The aim of this paper is to explore how, in this context, civil society in general, and artists in particular, can be seen both as objects and subjects of this shift of perspective and discourses which articulate 'roots' and 'mobilities', 'current cultural diversity' and 'past multicultural heritage'.
This paper will focus one particular case-study: a group of 4 UK-based musicians who are alternatively playing in two different musical formations, each formation promoting a "positive multiculturalism" in a different way. On one hand, Fantazia, an 8-piece band, labelled as "21st century roots music from Algeria, via Hackney, East London, UK » (Fantazia's myspace page), is playing with the perspective of contemporary rich multicultural encounters at the local level of the musicians' current life, yet dwelling on their foreign "roots". On the other hand, the El Andaluz Band promises to "take the audience on a wonderful journey around the southern shores of the Mediterranean, often beginning with a poetic and reflective Andalusian Nuba, then travelling on to the trance-like Sufi music of the Sahara » (El Andaluz Band's myspace page), hence advocating for a more exotic, transnational and past-rooted image of multiculturalism.
Paper long abstract:
By presenting practices and discourses of the emigrants coming from Himarë/Himara area, southern Albania, the paper explores ways in which they continuously constitute their sense of rootedness and belonging to their natal village. The focus is on the pilgrimage to Stavridi on the evening before the Dormition of the Theotokos, one of the most important Christian Orthodox religious feasts. The paper questions how emigrants who live in Greece and keep returning almost every year to their natal village in Himarë/Himara, constitute their claims of being 'rooted' to the place of their natal origin. In today's shifting economic and political relations, the meaning of locality relates to a group's sense of rootedness in a particular locale as well as to continuous movements and migrations. The pilgrimage to Stavridi is seen here as a metaphor of a route with its temporal and spatial dimensions related to the emigrant's claims for roots.
Paper long abstract:
Genealogy is said to be second only to sex as a topic on the internet, and searching for relatives in the UK has been described as 'the new gardening', but in the infertility treatment field the claim about needing roots is often disputed. Profound disagreements have emerged between medical and legal professionals who support anonymity, and those who are personally involved, particularly donor-conceived people and their parents who campaign for access to identifying information about donors.

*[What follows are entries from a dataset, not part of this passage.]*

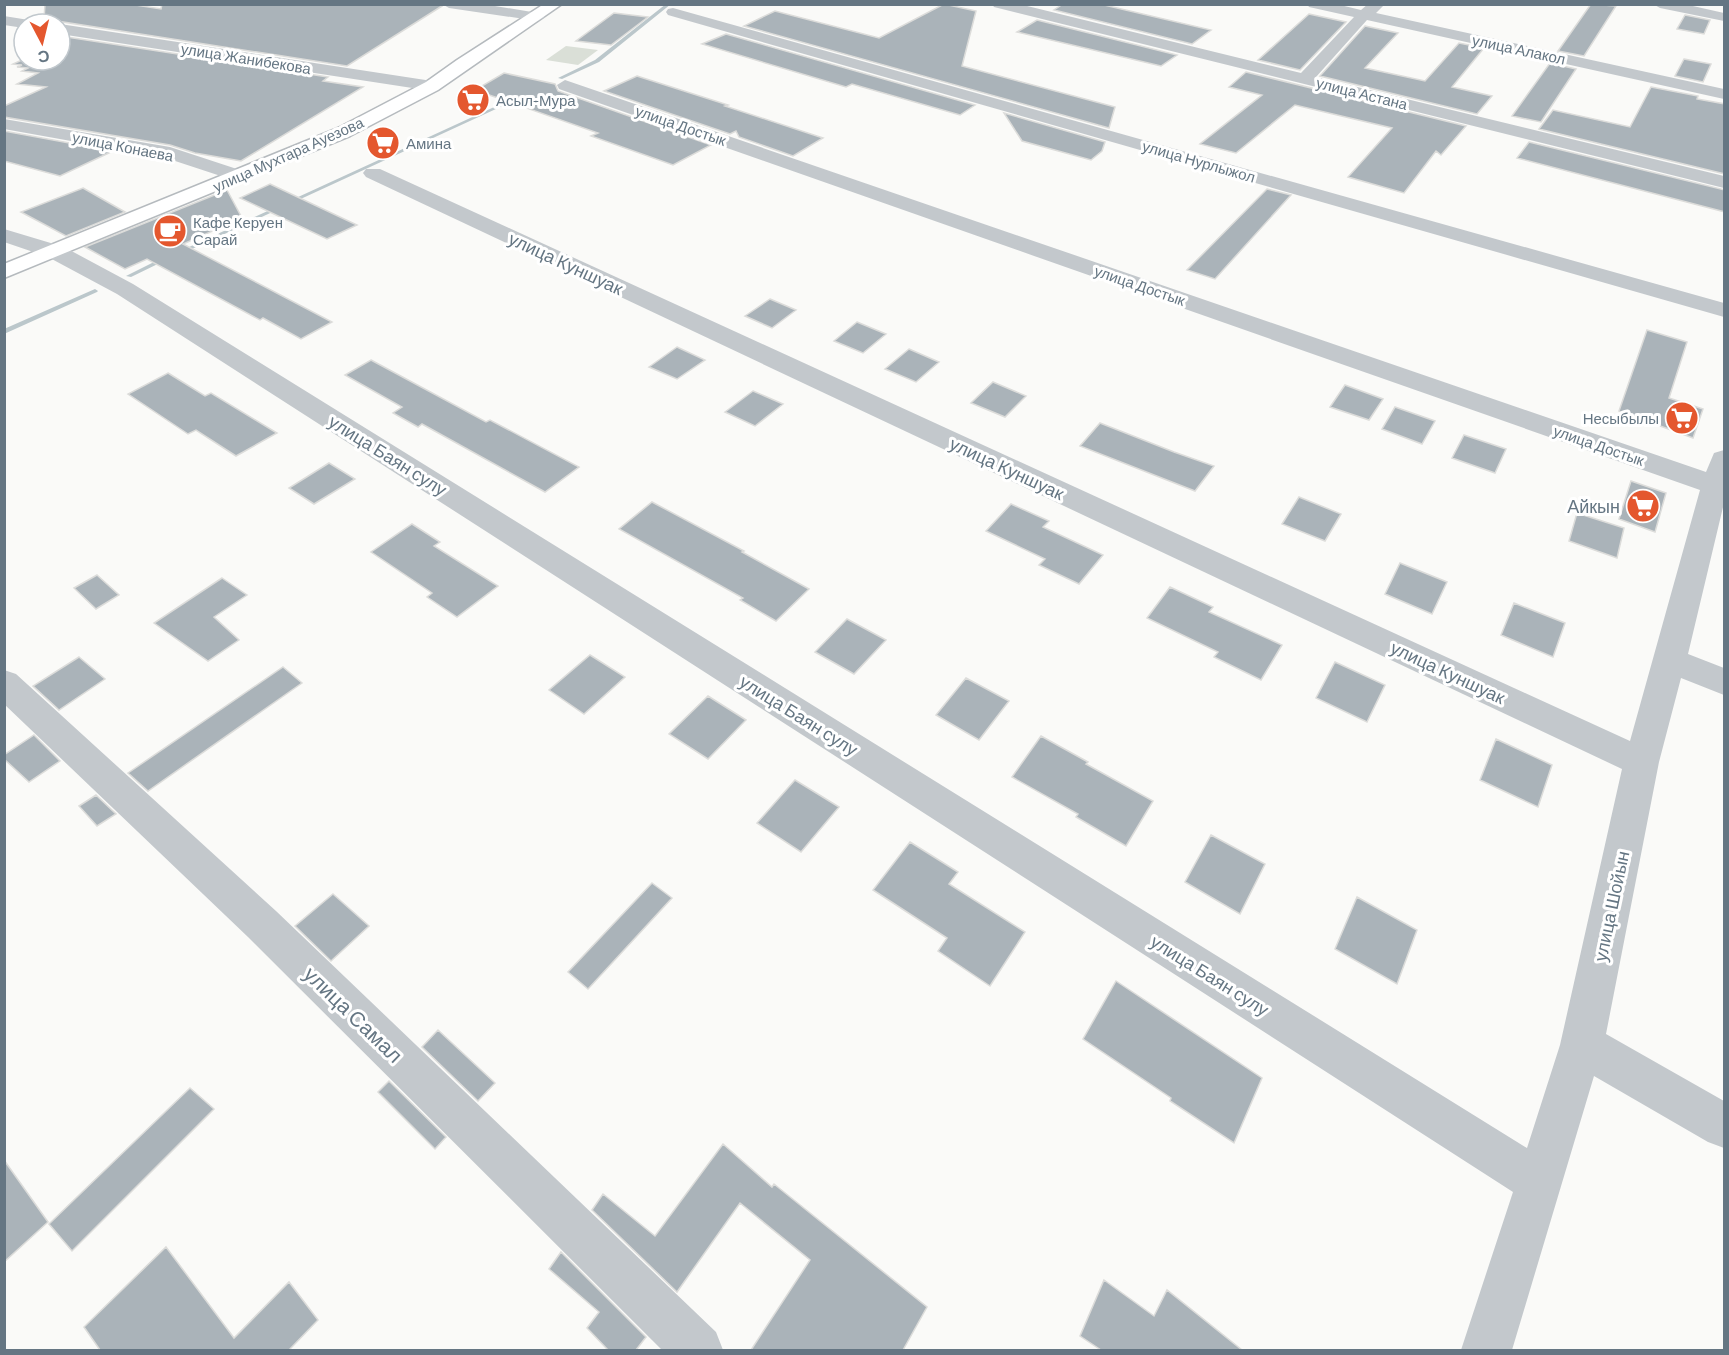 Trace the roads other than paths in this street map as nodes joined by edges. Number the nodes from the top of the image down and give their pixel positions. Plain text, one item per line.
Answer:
1 (449, 4) edge
2 (555, 4) edge
3 (999, 4) edge
4 (1314, 4) edge
5 (1378, 4) edge
6 (1660, 4) edge
7 (673, 12) dead end
8 (1364, 15) junction
9 (1725, 16) edge
10 (538, 17) junction
11 (72, 31) edge
12 (1305, 80) junction
13 (565, 85) dead end
14 (432, 86) junction
15 (1725, 93) edge
16 (4, 124) edge
17 (373, 173) dead end
18 (239, 176) junction
19 (1725, 182) edge
20 (4, 236) edge
21 (56, 252) junction
22 (4, 272) edge
23 (1725, 310) edge
24 (1720, 472) edge
25 (1670, 660) junction
26 (1725, 682) edge
27 (4, 683) edge
28 (1641, 762) junction
29 (1582, 1045) junction
30 (1725, 1126) edge
31 (1539, 1182) junction
32 (698, 1350) edge
33 (1487, 1350) edge

1 - 10 street
2 - 10 main road, улица Мухтара Ауезова
3 - 12 street, улица Астана
4 - 8 street, улица Алакол
5 - 8 street
6 - 9 street
7 - 23 street, улица Нурлыжол
8 - 12 street
8 - 15 street, улица Алакол
10 - 14 main road, улица Мухтара Ауезова
11 - 14 street, улица Жанибекова
12 - 19 street, улица Астана
13 - 24 street, улица Достык
14 - 18 main road, улица Мухтара Ауезова
16 - 18 street, улица Конаева
17 - 28 street, улица Куншуак
18 - 21 main road, улица Мухтара Ауезова
20 - 21 street, улица Баян сулу
21 - 22 main road, улица Мухтара Ауезова
21 - 31 street, улица Баян сулу
24 - 25 street, улица Шойын
25 - 26 street
25 - 28 street, улица Шойын
27 - 32 street, улица Самал
28 - 29 street, улица Шойын
29 - 30 street
29 - 31 street, улица Шойын
31 - 33 street, улица Шойын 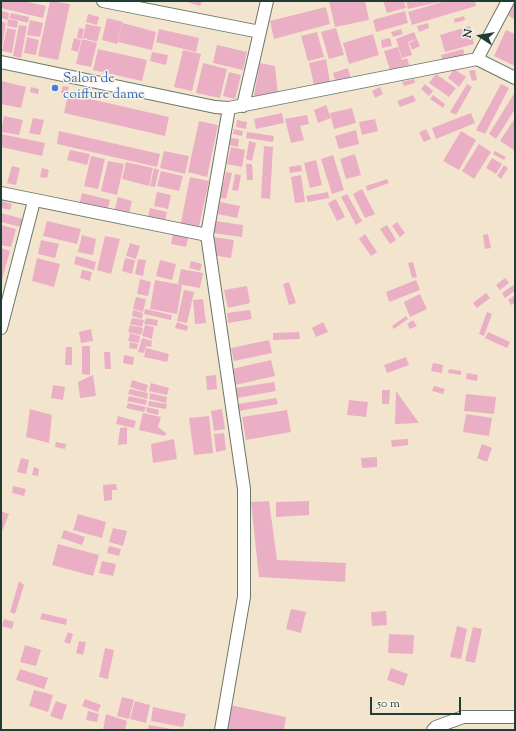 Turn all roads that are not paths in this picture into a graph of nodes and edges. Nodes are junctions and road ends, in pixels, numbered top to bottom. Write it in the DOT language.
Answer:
graph roads {
  1 [pos="103,1"];
  2 [pos="267,1"];
  3 [pos="508,1"];
  4 [pos="260,32"];
  5 [pos="477,59"];
  6 [pos="1,62"];
  7 [pos="515,78"];
  8 [pos="243,106"];
  9 [pos="229,108"];
  10 [pos="1,194"];
  11 [pos="34,201"];
  12 [pos="207,235"];
  13 [pos="1,328"];
  14 [pos="515,717"];
  15 [pos="221,730"];
  16 [pos="433,730"];
  1 -- 4 [label="street"];
  2 -- 4 [label="street"];
  3 -- 5 [label="street"];
  4 -- 8 [label="street"];
  5 -- 7 [label="street"];
  5 -- 8 [label="street"];
  6 -- 9 [label="street"];
  8 -- 9 [label="street"];
  9 -- 12 [label="street"];
  10 -- 11 [label="street"];
  11 -- 12 [label="street"];
  11 -- 13 [label="street"];
  12 -- 15 [label="street"];
  14 -- 16 [label="street"];
} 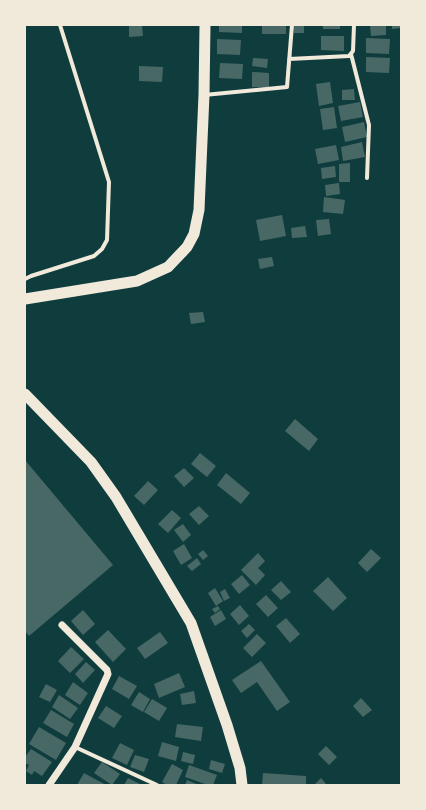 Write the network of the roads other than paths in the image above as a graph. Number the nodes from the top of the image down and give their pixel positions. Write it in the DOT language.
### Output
graph roads {
  1 [pos="60,25"];
  2 [pos="205,25"];
  3 [pos="292,25"];
  4 [pos="354,25"];
  5 [pos="351,54"];
  6 [pos="289,59"];
  7 [pos="204,95"];
  8 [pos="367,178"];
  9 [pos="25,279"];
  10 [pos="25,299"];
  11 [pos="25,394"];
  12 [pos="62,625"];
  13 [pos="75,747"];
  14 [pos="50,785"];
  15 [pos="157,785"];
  16 [pos="242,785"];
  1 -- 9 [label="street"];
  2 -- 7 [label="highway"];
  3 -- 6 [label="street"];
  4 -- 5 [label="street"];
  5 -- 6 [label="street"];
  5 -- 8 [label="street"];
  6 -- 7 [label="street"];
  7 -- 10 [label="highway"];
  11 -- 16 [label="highway"];
  12 -- 13 [label="street"];
  13 -- 14 [label="street"];
  13 -- 15 [label="street"];
} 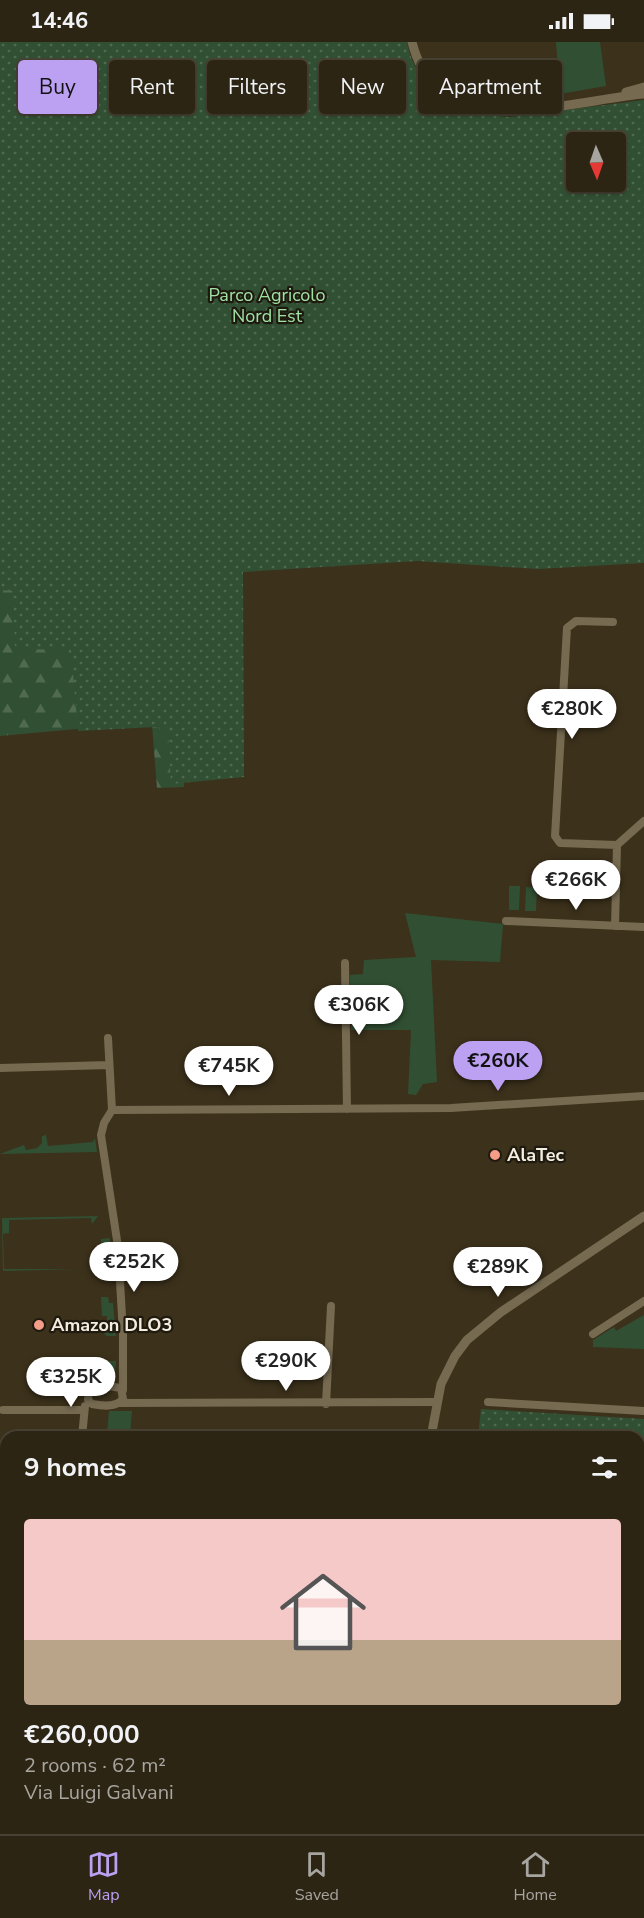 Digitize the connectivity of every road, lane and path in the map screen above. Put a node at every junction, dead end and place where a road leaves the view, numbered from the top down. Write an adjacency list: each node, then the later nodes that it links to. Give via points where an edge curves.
1 (412, 42): 4 (street, via 417,58 433,81 453,98 480,109 517,111)
2 (644, 87): 4 (street)
3 (644, 94): 4 (street)
4 (616, 96)
5 (613, 622): 6 (street, via 576,621 567,628)
6 (561, 712): 7 (street); 9 (street, via 556,840)
7 (606, 716)
8 (644, 821): 9 (street)
9 (617, 845): 11 (street)
10 (506, 921): 11 (street)
11 (615, 926): 12 (street)
12 (644, 927)
13 (345, 963): 18 (street)
14 (108, 1038): 15 (street)
15 (109, 1065): 16 (street); 19 (street)
16 (0, 1068)
17 (644, 1096): 18 (street, via 451,1108)
18 (347, 1109): 19 (street)
19 (112, 1110): 24 (street, via 101,1135 118,1247)
20 (644, 1216): 28 (street, via 474,1333 450,1364)
21 (644, 1301): 23 (street)
22 (331, 1306): 30 (street)
23 (593, 1334)
24 (123, 1366): 25 (street); 26 (street)
25 (111, 1385): 26 (street); 27 (street, via 91,1388)
26 (122, 1396): 30 (street, via 136,1405); 31 (street)
27 (88, 1400): 31 (street); 33 (street)
28 (436, 1402): 30 (street); 37 (street)
29 (488, 1402): 34 (street)
30 (326, 1404)
31 (99, 1405): 35 (street)
32 (3, 1410): 33 (street)
33 (83, 1410): 35 (street)
34 (644, 1411)
35 (83, 1424): 36 (street)
36 (82, 1431)
37 (432, 1431) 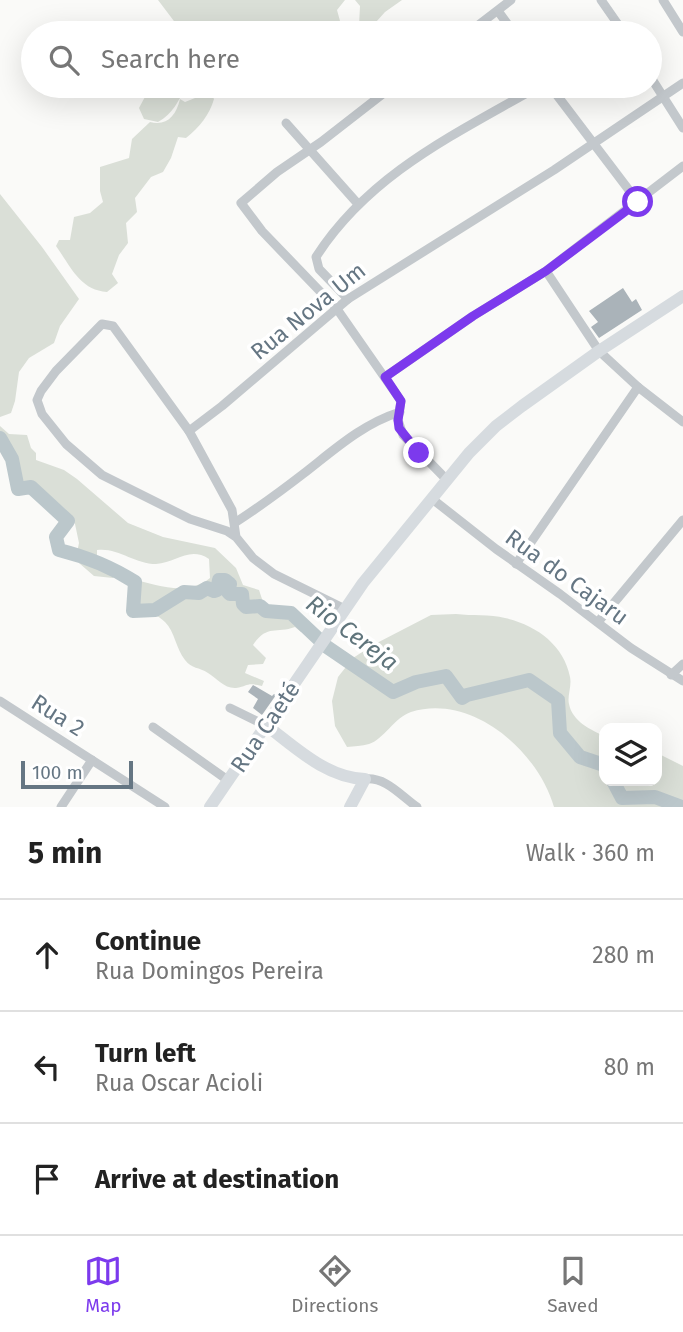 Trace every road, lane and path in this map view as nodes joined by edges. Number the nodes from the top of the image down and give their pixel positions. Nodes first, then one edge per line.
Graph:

I shall describe the concept of roots as experienced by semen donors themselves and analyse what can be learned from men who were supposed to become 'non-persons'. Not knowing the outcome of their donations, donors imagine 'possible people' who might search for them, and this would be welcome. However donors themselves are reluctant to initiate the search for donor offspring whose genetic roots they are, because of perceived risks to existing social relationships.